# Predicting Time-To-Event for a Breast Cancer Data Set

This notebook provides the tasks of predicting the time-to-event for a breast cancer dataset. The dataset is originally from [here](https://archive.ics.uci.edu/dataset/16/breast+cancer+wisconsin+prognostic), but a formatted version is available in the Github repository.

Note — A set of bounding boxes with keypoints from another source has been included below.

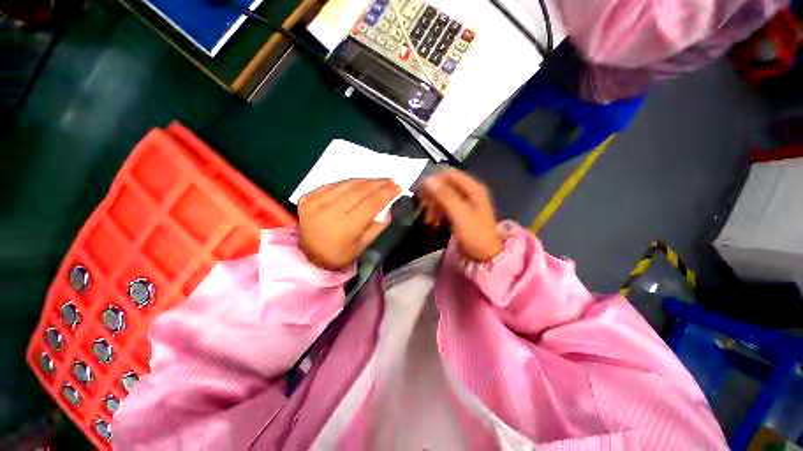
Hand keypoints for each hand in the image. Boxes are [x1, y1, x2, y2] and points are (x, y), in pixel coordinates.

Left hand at [298, 179, 400, 269]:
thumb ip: (378, 225)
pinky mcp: (308, 196)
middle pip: (360, 190)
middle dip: (379, 183)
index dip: (386, 193)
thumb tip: (389, 206)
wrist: (306, 255)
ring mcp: (316, 201)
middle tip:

The dataset contains numerous patient characteristics and an indicator of whether or not the cancer has recurred. The task is to predict the time-to-event for the patients.

The main tasks are: 

- Load the dataset & explore the data
- Plot Kaplan-Meier survival curves
- Fit a Cox proportional hazards model
- Implement a DeepSurv model
- Compare model performance

## Task 1: Load the dataset & explore the data

The data set is available in the Github repository. Load the dataset and look at the features. You can look at some features and see if they are associated with recurrence or not.

In [None]:
available_columns = [
    "id",
    "outcome",
    "time",
    "radius_mean",
    "texture_mean",
    "perimeter_mean",
    "area_mean",
    "smoothness_mean",
    "compactness_mean",
    "concavity_mean",
    "concave_points_mean",
    "symmetry_mean",
    "fractal_dimension_mean",
    "radius_se",
    "texture_se",
    "perimeter_se",
    "area_se",
    "smoothness_se",
    "compactness_se",
    "concavity_se",
    "concave_points_se",
    "symmetry_se",
    "fractal_dimension_se",
    "radius_worst",
    "texture_worst",
    "perimeter_worst",
    "area_worst",
    "smoothness_worst",
    "compactness_worst",
    "concavity_worst",
    "concave_points_worst",
    "symmetry_worst",
    "fractal_dimension_worst",
    "tumor_size",
    "lymph_node_status",
]

## Task 2: Generate Kaplan-Meier Survival Curves

Kaplan-Meier survival curves are a good way to visualize survival data. Generate the Kaplan-Meier survival curves for the data set. You can use the `lifelines' library for this task.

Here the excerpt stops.